Auckland Transport is about to begin consulting on its proposed new integrated public transport network. The bus, train and ferry network that has haphazardly grown like topsy over the past half-century has been radically redesigned in a brave attempt to meet modern commuter needs.
We're promised bus frequencies of 15 minutes on major routes from 7am to 7pm, seven days a week, better linkages with trains, integrated ticketing, you name it. Every mod-com, it would seem, except buses that have windows you can look out from to check where you are, and to laugh at car drivers stuck in traffic.
As Auckland Transport slowly begins the rollout of a revolution which will involve the vast majority of bus travellers having to travel along new routes, it does seem odd that the major private bus operator, New Zealand Bus, seems determined to make an extra dollar or three by covering up more and more side windows with advertising hoardings.
It's bad enough being sat inside a stuffy, often crowded, opaque-windowed tube, when you know the way home, as it were, blind-folded. But imagine the angst and confusion there will be when we're all aboard our rerouted steeds, desperately trying to peer through the obscured windows to sight a landmark - or bus stop - we recognise.
Last week I had a taste of the above. I had to take a new bus route to pick up my car from the panel-beaters - not my fault, I add. At least I knew where I was going, but the darkened windows still had me peering through the front windows to reassure myself that the bus driver was on the correct route as well.
Not so happy were a couple of British visitors who, with map unfolded, and no windows to look out from, were having an anxious time. The popular Link buses seem particularly prone to the treatment, house advertising increasingly swaddling them as completely as a purdhaed Taleban wife.
All of which seems counter-productive when the Link buses are popular with tourists wanting to get about and see the world's most liveable city. Their travel tales will be particularly dark.
Even an old regular like myself got caught on the trip home the other evening. My head stuck in a book during a particularly slow, stop-start journey, I glanced up to check where I was. It was raining and gloomy, and by some trick of refraction, all I could see when I looked out my window were the reflections of traffic from outside the other side of the bus.

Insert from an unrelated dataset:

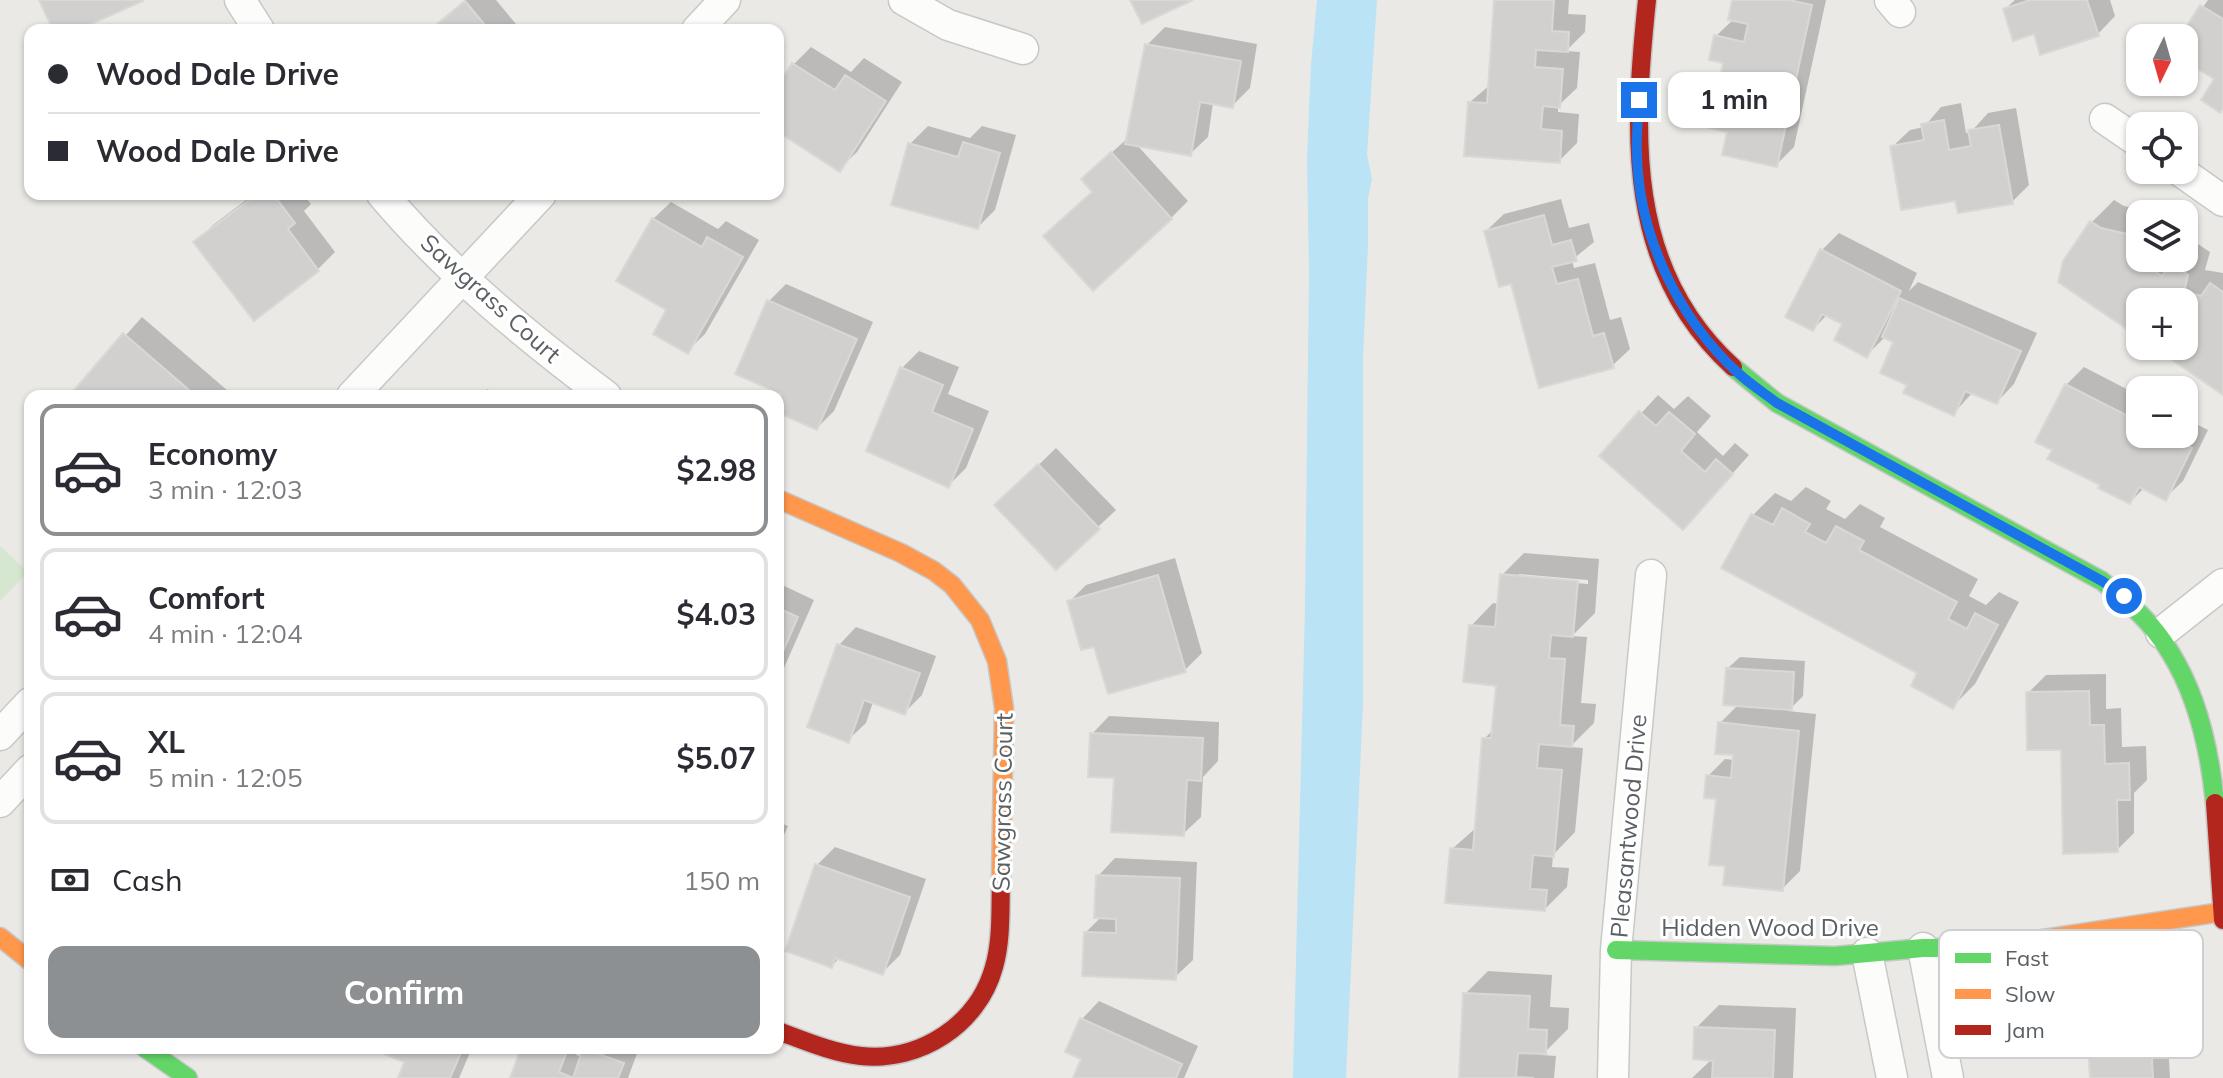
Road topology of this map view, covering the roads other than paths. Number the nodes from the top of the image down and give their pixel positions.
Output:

It's true that throwing a dark cover over a caged bird or wild animal does wonders when the aim is to quieten an anxious beast down. But I'm not sure it's the same with bus passengers, especially when there's inside lighting, and a certain expectation that being allowed out at designated stops is part of the deal.
Top to bottom bus-side advertising introduces another problem, no windows that open and shut so the only natural ventilation comes from the odd ill-fitting door.
When air-conditioning was introduced to Auckland commuter buses, it seemed the height of sophistication. And when it's working well, it's miles better than the mix of cold air and the fuel-flavoured heating vents it replaced. But I'm increasingly missing the old side-windows, even when they leaked or sprayed rain about.
Aircraft seem able to provide air-conditioning that outputs a stable, dryish, temperate climate. Auckland buses settle for the sultry - as in hot and humid, not alluring and sexy.
Indeed, at this time of year, the back end of the bus can be unpleasantly equatorial. All pumped out by equipment as loud as a cheap, unmuffled range hood.
Auckland Transport have announced its agents "will shortly hit the streets to consult over the New Network for public transport services in Auckland". I'm not so sure they'll be thinking of the rights of passengers to look out the bus window and see the world's most liveable city rushing past as a key part of this particular agenda, but they should be.
The best new network in the world is going to struggle to attract new customers, let alone retain the old, if they're treated like sardines once inside the can, unable to see where on earth they're going.